I'm betting on Pasload.


----------



## slowsol (Aug 27, 2005)

reveivl said:


> That's not a freak accident: you're gun is malfunctioning and needs repair or disposal. Without you pulling the trigger it shouldn't be able to fire. It's a freak accident if a squirrel was climbing past the trigger and depressed it just as you touched the safety, this, however, would appear to be a maintenance issue, or perhaps you put the tool down in such a way that the trigger was held down, that would be an improper use issue. JMO.

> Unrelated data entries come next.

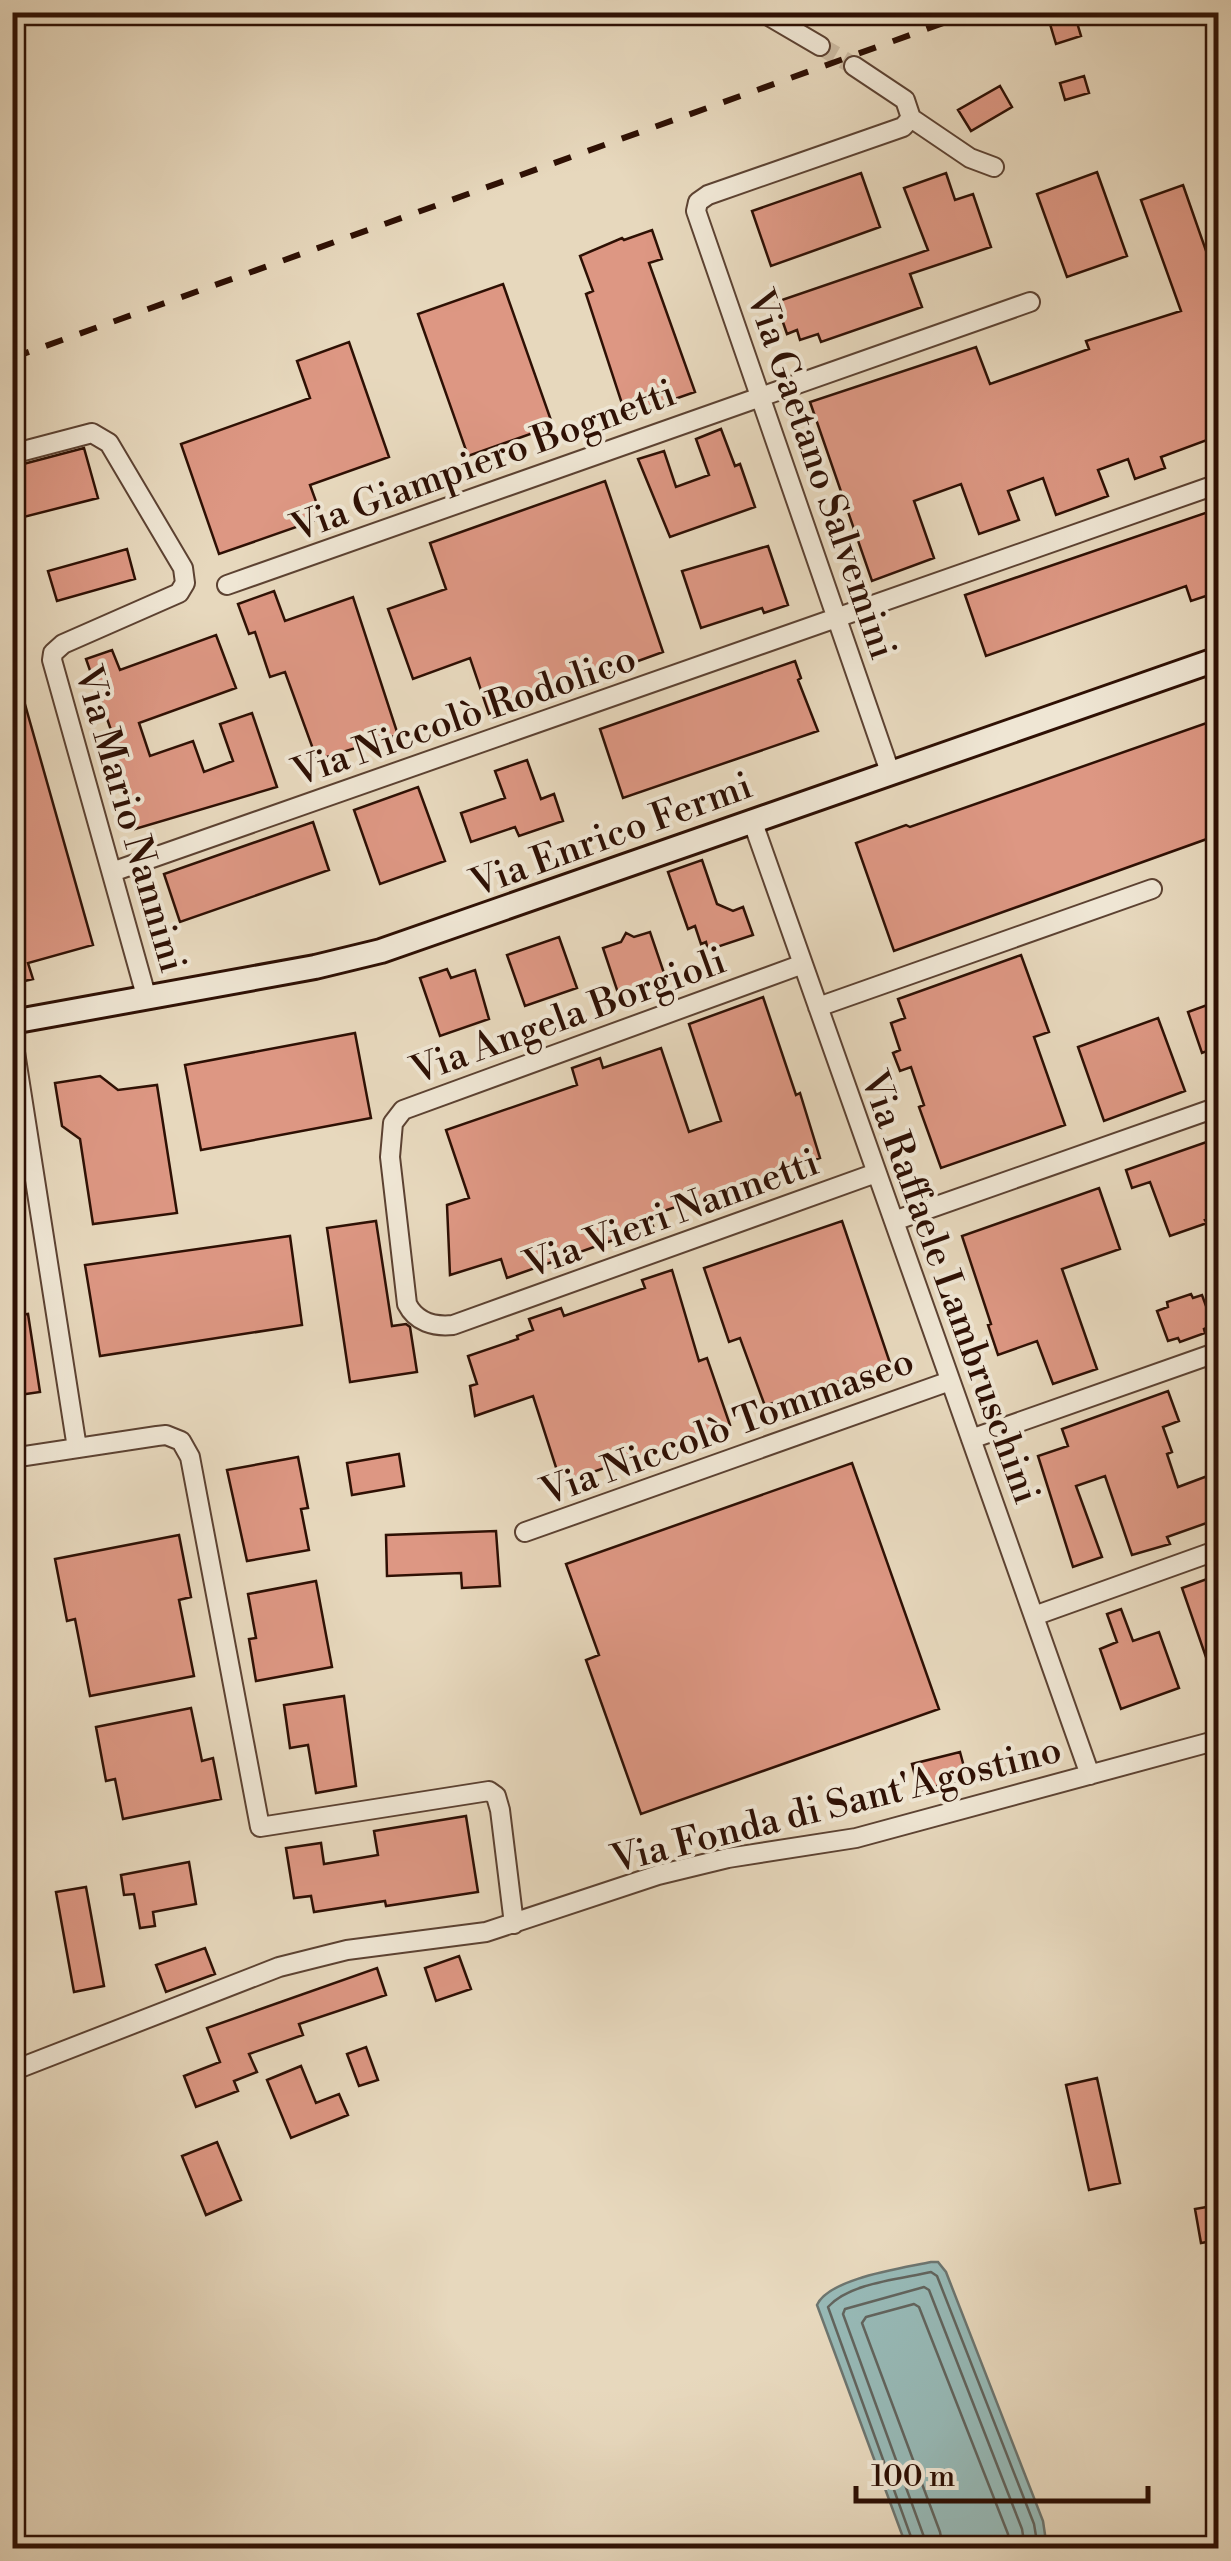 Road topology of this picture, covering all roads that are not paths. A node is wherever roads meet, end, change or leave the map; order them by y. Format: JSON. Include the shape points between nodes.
{"nodes":[{"id":1,"x":762,"y":12,"type":"edge"},
{"id":2,"x":820,"y":46,"type":"tunnel mouth"},
{"id":3,"x":854,"y":66,"type":"tunnel mouth"},
{"id":4,"x":911,"y":118,"type":"junction"},
{"id":5,"x":994,"y":167,"type":"dead end"},
{"id":6,"x":1030,"y":302,"type":"dead end"},
{"id":7,"x":761,"y":396,"type":"junction"},
{"id":8,"x":12,"y":454,"type":"edge"},
{"id":9,"x":1218,"y":484,"type":"edge"},
{"id":10,"x":227,"y":585,"type":"dead end"},
{"id":11,"x":838,"y":618,"type":"junction"},
{"id":12,"x":1218,"y":658,"type":"edge"},
{"id":13,"x":890,"y":772,"type":"junction"},
{"id":14,"x":752,"y":820,"type":"junction"},
{"id":15,"x":112,"y":872,"type":"junction"},
{"id":16,"x":1152,"y":889,"type":"dead end"},
{"id":17,"x":802,"y":964,"type":"junction"},
{"id":18,"x":147,"y":999,"type":"junction"},
{"id":19,"x":818,"y":1008,"type":"junction"},
{"id":20,"x":12,"y":1022,"type":"edge"},
{"id":21,"x":12,"y":1033,"type":"edge"},
{"id":22,"x":1218,"y":1107,"type":"edge"},
{"id":23,"x":876,"y":1173,"type":"junction"},
{"id":24,"x":894,"y":1222,"type":"junction"},
{"id":25,"x":488,"y":1314,"type":"joint"},
{"id":26,"x":1218,"y":1352,"type":"edge"},
{"id":27,"x":950,"y":1381,"type":"junction"},
{"id":28,"x":970,"y":1438,"type":"junction"},
{"id":29,"x":76,"y":1448,"type":"junction"},
{"id":30,"x":12,"y":1458,"type":"edge"},
{"id":31,"x":525,"y":1532,"type":"dead end"},
{"id":32,"x":1218,"y":1550,"type":"edge"},
{"id":33,"x":1034,"y":1616,"type":"junction"},
{"id":34,"x":1218,"y":1740,"type":"edge"},
{"id":35,"x":1090,"y":1775,"type":"junction"},
{"id":36,"x":514,"y":1924,"type":"junction"},
{"id":37,"x":12,"y":2071,"type":"edge"}],
"edges":[{"from":1,"to":2,"type":"street"},
{"from":3,"to":4,"type":"street","via":[[905,100]]},
{"from":4,"to":5,"type":"street"},
{"from":4,"to":7,"type":"street","name":"Via Gaetano Salvemini","via":[[903,127],[703,198],[697,206]]},
{"from":6,"to":7,"type":"street","name":"Via Giampiero Bognetti"},
{"from":7,"to":10,"type":"street","name":"Via Giampiero Bognetti"},
{"from":7,"to":11,"type":"street","name":"Via Gaetano Salvemini"},
{"from":8,"to":15,"type":"street","name":"Via Mario Nannini","via":[[92,433],[109,443],[185,575],[174,596],[53,653]]},
{"from":9,"to":11,"type":"street","name":"Via Niccolò Rodolico"},
{"from":11,"to":13,"type":"street","name":"Via Gaetano Salvemini"},
{"from":11,"to":15,"type":"street","name":"Via Niccolò Rodolico"},
{"from":12,"to":13,"type":"street","name":"Via Enrico Fermi"},
{"from":13,"to":14,"type":"street","name":"Via Enrico Fermi"},
{"from":14,"to":17,"type":"street","name":"Via Raffaele Lambruschini"},
{"from":14,"to":18,"type":"street","name":"Via Enrico Fermi","via":[[382,951]]},
{"from":15,"to":18,"type":"street","name":"Via Mario Nannini"},
{"from":16,"to":19,"type":"street"},
{"from":17,"to":19,"type":"street","name":"Via Raffaele Lambruschini"},
{"from":17,"to":25,"type":"street","name":"Via Angela Borgioli","via":[[402,1110],[390,1133],[390,1157],[407,1304],[417,1318],[438,1325]]},
{"from":18,"to":20,"type":"street","name":"Via Enrico Fermi"},
{"from":19,"to":23,"type":"street","name":"Via Raffaele Lambruschini"},
{"from":21,"to":29,"type":"street"},
{"from":22,"to":24,"type":"street"},
{"from":23,"to":24,"type":"street","name":"Via Raffaele Lambruschini"},
{"from":23,"to":25,"type":"street","name":"Via Vieri Nannetti"},
{"from":24,"to":27,"type":"street","name":"Via Raffaele Lambruschini"},
{"from":26,"to":28,"type":"street"},
{"from":27,"to":28,"type":"street","name":"Via Raffaele Lambruschini"},
{"from":27,"to":31,"type":"street","name":"Via Niccolò Tommaseo"},
{"from":28,"to":33,"type":"street","name":"Via Raffaele Lambruschini"},
{"from":29,"to":30,"type":"street"},
{"from":29,"to":36,"type":"street","via":[[166,1435],[186,1448],[260,1827],[490,1791],[500,1810]]},
{"from":32,"to":33,"type":"street"},
{"from":33,"to":35,"type":"street","name":"Via Raffaele Lambruschini"},
{"from":34,"to":35,"type":"street","name":"Via Fonda di Sant'Agostino"},
{"from":35,"to":36,"type":"street","name":"Via Fonda di Sant'Agostino","via":[[856,1838],[694,1866]]},
{"from":36,"to":37,"type":"street","name":"Via Fonda di Sant'Agostino","via":[[279,1967]]}]}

This is the first time the gun has ever malfunctioned like that. I would consider it a freak accident. The gun obviously had some defect/maintenance issue that could have been my fault. However having never done anything like before (or at least no had ever mentioned it to me before), I would definately consider it a freak accident. The gun is definately beyond repair after I threw the damn thing in the dumpster on the walk out to my truck. 

Teetor- Do you mean you unplug every gun everytime you set it down? That would take forever. Nail on piece of siding. Unplug gun. Grab next piece of siding. Plug gun back in. Nail on siding. Unplug gun. 

And it was a Senco btw. 

The nail didn't hit bone, but did bury itself into muscle. I don't know which would have been worse.


----------



## tinner666 (Nov 3, 2004)

Bone hits are worst! Next time, use a longer nail!


----------